No one needs to be Martha Stewart. Heck, no one needs to be Gwenyth Paltrow. I am pretty sure both those women are secretly practicing witchcraft in their outdoor "bread ovens," conjuring demonic influences who iron their curtains, grow all their food in the backyard, raise their chickens for organic eggs, and switch out the normal sheets for flannel ones on a specific date each year.*
Here are some revelations I would like to share with the world of Pinterest, food blogs, and home cooks who take pictures of food to share it with the internet:
- No one is going to look at a pin of raw chicken suspended in a globular sauce with nondescript vegetables and say, "Gee, I'll make that for my dinner tonight!"
- Tinned food, as a rule, doesn't look appealing until it is removed from a tin, heated, and placed on a plate. It never really tastes appealing (and we won't get into the lack of nutritional value), and really, vegetables shouldn't ever be gray-green. They should be green. Or orange. Or yellow, or purple. Or red. Not grey-red. Red. **
- Seasoning packets are, on the whole, mostly salt, preservatives, and a thickening agent, and you can achieve a much tastier (and cost-effective) result by spending five minutes dumping a few different spices into a mason jar, shaking it up, and using a spoon to sprinkle it over foods.

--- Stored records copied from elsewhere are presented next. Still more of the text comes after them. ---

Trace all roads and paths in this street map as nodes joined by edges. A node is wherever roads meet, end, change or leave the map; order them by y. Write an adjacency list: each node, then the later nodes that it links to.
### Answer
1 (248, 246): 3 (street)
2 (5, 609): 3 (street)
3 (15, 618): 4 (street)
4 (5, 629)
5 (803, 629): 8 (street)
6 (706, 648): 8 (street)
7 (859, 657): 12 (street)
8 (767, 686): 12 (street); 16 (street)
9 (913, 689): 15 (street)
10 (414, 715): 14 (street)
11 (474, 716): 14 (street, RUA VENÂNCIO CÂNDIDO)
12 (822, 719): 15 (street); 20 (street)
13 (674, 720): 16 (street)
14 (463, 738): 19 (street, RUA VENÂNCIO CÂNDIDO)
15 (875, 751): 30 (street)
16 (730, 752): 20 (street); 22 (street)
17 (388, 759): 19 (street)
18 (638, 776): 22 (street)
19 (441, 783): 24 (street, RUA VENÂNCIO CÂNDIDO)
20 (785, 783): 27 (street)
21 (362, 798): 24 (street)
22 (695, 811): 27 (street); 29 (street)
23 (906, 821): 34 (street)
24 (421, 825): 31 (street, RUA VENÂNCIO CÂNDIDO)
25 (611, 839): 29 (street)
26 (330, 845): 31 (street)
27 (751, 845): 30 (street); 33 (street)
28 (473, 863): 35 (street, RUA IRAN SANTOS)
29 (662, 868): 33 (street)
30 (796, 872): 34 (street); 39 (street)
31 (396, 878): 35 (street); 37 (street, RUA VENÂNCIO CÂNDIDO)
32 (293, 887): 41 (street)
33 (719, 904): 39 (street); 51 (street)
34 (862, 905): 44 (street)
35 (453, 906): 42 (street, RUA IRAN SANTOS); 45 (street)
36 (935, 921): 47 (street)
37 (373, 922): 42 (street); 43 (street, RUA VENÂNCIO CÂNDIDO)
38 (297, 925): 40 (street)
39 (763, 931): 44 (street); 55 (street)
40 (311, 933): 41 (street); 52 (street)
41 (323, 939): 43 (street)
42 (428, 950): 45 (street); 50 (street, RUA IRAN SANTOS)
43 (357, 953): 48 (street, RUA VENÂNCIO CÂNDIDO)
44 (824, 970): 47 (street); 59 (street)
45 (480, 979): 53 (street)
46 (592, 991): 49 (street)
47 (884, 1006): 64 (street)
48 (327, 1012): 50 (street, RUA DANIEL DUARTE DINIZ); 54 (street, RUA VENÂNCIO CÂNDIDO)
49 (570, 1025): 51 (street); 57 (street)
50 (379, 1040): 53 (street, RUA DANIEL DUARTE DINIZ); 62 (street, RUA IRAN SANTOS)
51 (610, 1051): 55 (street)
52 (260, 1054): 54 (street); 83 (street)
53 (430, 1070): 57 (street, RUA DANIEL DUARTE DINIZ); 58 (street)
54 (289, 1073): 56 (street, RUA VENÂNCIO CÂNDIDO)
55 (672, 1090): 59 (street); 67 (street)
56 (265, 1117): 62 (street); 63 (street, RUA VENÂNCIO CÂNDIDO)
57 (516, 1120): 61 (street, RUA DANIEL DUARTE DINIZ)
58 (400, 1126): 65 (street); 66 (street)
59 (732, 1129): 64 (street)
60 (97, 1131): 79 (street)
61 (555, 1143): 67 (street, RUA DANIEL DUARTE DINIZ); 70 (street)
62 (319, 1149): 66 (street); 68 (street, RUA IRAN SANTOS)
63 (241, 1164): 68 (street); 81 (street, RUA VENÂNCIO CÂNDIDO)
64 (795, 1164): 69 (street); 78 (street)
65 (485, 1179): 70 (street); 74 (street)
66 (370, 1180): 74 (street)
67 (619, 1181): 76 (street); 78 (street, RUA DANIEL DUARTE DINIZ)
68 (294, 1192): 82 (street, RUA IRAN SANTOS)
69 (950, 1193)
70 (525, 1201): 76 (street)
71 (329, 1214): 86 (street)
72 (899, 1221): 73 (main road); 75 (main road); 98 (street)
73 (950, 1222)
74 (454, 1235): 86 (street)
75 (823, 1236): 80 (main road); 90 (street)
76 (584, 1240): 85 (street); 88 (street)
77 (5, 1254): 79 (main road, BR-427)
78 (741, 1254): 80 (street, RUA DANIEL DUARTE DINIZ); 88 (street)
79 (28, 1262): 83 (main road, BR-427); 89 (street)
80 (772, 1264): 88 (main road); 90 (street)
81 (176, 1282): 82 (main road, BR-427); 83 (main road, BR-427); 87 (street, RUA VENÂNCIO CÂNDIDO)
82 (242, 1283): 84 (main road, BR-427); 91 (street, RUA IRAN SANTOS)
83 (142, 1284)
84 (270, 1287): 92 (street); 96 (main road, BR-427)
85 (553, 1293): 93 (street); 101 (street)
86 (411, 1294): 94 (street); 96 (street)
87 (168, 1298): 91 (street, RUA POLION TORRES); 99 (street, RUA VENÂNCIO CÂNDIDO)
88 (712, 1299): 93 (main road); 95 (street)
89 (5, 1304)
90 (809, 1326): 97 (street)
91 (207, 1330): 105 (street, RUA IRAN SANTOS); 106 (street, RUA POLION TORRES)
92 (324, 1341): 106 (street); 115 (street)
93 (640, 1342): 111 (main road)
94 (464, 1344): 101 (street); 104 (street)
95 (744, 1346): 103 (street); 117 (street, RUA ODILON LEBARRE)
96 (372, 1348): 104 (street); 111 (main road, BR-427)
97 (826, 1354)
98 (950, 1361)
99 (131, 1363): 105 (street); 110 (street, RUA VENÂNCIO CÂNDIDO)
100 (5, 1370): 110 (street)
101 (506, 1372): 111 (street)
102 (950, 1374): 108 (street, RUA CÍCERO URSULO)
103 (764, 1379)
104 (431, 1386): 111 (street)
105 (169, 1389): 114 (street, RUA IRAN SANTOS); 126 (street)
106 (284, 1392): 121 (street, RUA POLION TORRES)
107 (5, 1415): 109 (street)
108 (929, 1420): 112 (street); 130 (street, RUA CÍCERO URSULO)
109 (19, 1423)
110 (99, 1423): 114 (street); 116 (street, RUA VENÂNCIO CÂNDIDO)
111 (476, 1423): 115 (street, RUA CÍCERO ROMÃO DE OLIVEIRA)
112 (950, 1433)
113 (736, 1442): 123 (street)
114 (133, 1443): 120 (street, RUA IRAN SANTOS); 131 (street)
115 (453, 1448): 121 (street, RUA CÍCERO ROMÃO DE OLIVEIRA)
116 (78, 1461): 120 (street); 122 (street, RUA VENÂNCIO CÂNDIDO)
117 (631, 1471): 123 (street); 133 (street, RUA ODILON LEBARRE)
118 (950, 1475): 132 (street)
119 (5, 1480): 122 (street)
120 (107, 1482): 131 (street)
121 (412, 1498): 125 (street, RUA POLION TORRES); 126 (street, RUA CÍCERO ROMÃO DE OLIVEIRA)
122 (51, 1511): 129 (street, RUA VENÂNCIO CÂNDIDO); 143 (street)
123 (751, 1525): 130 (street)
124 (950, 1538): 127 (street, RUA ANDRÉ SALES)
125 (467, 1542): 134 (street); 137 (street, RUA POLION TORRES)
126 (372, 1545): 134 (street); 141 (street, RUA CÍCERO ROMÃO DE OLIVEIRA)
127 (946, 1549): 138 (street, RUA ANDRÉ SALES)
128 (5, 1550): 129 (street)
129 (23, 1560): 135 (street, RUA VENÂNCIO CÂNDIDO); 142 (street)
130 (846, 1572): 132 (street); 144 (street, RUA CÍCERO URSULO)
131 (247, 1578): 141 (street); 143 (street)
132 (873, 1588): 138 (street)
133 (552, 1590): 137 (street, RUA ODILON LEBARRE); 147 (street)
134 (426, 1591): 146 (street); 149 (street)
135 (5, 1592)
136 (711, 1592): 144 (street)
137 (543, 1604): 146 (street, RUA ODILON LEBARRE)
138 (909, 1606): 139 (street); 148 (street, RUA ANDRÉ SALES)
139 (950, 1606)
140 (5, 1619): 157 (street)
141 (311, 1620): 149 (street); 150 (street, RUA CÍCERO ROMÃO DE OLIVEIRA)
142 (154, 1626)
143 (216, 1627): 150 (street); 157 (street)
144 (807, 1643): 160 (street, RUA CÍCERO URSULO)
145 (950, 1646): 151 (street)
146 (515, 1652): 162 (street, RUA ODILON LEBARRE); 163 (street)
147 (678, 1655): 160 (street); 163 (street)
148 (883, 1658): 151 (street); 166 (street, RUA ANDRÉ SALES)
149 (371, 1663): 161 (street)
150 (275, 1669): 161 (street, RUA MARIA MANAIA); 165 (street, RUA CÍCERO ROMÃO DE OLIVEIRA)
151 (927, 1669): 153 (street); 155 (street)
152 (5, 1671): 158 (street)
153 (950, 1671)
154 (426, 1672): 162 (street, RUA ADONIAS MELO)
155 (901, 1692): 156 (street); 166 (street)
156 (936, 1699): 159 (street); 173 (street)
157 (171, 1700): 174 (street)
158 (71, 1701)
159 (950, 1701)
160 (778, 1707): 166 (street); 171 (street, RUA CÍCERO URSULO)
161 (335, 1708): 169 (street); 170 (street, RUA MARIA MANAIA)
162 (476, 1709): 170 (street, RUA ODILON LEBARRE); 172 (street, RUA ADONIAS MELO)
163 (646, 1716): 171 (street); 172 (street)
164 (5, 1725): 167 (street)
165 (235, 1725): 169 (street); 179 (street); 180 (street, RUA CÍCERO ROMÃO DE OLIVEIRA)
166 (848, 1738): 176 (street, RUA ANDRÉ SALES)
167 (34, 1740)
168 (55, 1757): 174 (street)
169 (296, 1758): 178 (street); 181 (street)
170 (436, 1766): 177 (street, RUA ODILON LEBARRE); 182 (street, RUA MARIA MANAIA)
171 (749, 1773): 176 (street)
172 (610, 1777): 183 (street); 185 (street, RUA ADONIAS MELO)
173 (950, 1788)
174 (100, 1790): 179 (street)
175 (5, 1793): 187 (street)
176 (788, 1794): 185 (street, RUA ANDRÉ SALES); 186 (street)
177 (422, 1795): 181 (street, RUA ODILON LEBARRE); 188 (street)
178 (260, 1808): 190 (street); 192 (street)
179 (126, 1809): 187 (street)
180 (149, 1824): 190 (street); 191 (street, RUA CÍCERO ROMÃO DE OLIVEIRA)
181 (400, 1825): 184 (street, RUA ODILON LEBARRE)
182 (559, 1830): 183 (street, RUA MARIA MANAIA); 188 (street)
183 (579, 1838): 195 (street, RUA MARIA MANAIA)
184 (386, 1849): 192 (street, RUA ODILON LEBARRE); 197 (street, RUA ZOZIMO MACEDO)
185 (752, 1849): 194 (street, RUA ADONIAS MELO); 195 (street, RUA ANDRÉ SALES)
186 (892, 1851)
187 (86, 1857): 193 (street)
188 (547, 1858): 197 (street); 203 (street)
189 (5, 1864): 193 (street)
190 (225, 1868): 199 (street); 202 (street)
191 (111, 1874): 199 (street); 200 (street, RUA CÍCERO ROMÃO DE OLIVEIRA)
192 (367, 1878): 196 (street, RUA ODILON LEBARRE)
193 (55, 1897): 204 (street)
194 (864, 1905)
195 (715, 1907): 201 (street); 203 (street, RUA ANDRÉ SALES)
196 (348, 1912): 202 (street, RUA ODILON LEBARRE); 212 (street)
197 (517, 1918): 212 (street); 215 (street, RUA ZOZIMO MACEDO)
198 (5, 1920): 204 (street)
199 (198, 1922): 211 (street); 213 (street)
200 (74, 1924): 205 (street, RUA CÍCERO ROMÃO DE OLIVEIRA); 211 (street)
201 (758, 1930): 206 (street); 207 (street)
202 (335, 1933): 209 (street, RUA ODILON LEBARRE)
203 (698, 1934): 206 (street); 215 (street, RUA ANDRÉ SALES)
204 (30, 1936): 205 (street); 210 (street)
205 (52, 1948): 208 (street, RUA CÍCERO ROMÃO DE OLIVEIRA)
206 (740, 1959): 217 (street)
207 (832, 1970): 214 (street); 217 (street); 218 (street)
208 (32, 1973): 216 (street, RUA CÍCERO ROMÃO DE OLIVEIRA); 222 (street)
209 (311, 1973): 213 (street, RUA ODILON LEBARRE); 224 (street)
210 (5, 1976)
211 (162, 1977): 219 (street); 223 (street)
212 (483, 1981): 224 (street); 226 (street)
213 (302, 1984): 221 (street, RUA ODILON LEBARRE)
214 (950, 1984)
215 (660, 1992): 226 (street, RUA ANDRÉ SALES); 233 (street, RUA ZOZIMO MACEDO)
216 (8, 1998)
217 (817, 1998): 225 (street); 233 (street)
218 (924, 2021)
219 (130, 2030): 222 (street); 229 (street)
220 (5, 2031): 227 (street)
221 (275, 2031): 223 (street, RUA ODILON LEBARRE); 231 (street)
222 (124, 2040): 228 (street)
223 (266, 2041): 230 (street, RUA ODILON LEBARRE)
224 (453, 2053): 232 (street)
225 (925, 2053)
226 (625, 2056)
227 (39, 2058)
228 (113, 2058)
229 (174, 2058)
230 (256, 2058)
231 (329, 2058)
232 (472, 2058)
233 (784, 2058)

- Tinned soups are...wait for it...mostly salt. You can achieve a better result using boxed stock*** and a roux. Or a roux and milk. Making a roux is super-easy and everyone should learn it right now. If you can make a pan sauce, you have made it. Not only that, you're actually cooking.****
If you follow tips three and four...you'll be healthier. Seriously. If you switch out the tins for frozen veggies...you'll be healthier.
If you stop taking pictures of raw meat, I'll be happier.
"But Laura," you say, "I don't have time to really cook! I can't make cheese at home! I need to use cans because they are fast! And I love my slow-cooker, and the book I have says to use cans to make--"
Only witches like Martha Stewart and foodies who Instagram all their meals make cheese at home. Buy that @#$& for crying out loud. No one is suggesting at-home cheese-making. Who even knows where to buy rennet? Plus rennet is gross. You don't want that in your fridge. I will let you Google it. I am not risking the internet putting pictures in my search results. It would be the same as that gunk that came out of Bode Miller's spine. No one wants to see it and once seen, it cannot be unseen.
No one should ever try to be Martha Stewart.
For the love of all good things in the universe. Via Pleated Jeans |
If the book says to use canned soup for something other than throwing at zombies after the apocalypse, throw the book away. If you rearrange the letters in the author's name, it probably spells Satan, Spawn of the Pit or some variation. Throw it out. Do it now. Buy this one instead. Or this one. Or this one. Or this one. *****
Don't want to mess with slow cookers at all? There are tons of books designed to help you spend an afternoon mixing stuff up, shoving it in the freezer, and having meals to last you weeks/months. My aunt wrote all these books that tell you how. There are others out there, but I haven't tried them because my aunt wrote these and gave them to me. If you've used a few and like them, let me know and I'll add them to my freezer-meal arsenal.
Give up the horrifying nightmares of Pinterest Vomit Food. Come into the light, and eat food that no one has digested for you!
Give up the horrifying nightmares of Pinterest Vomit Food. Come into the light, and eat food that no one has digested for you!
** One exception to the rule? Tomatoes. Try getting decent tomatoes out of season and you'll find that it's impossible. Use the canned ones if you need tomato for a recipe. They aren't absolutely hideous.
*** Yes, boxed stock low-sodium stock is good. Shockingly, the best is actually the low-sodium instead of the regular, because they replace all the salt with herbs and veggies, making it beyond amazing. The regular stock they just dump tons of salt in with the chicken/beef, without any other seasonings. Go for the Swanson Organics low-sodium, because it is amazing. Way better than my miserable stock-making attempts at home, and it doesn't take hours to make it.
**** If you're opening soup jars and cans, you're mixing food someone else made. These are wildly different things.
***** No, America's Test Kitchen is not paying me to recommend any book they publish or show they make, but I am totally cool with that if they want to in the future. I would also be happy to be an official food taster, or I would be happy to sit backstage and clean the kitchen or wash dishes. Also I would be okay with having this book's baby, if that were possible. Instead I just use it and no other cookbooks because having other cookbooks would be a waste of shelf space when all I need is this one.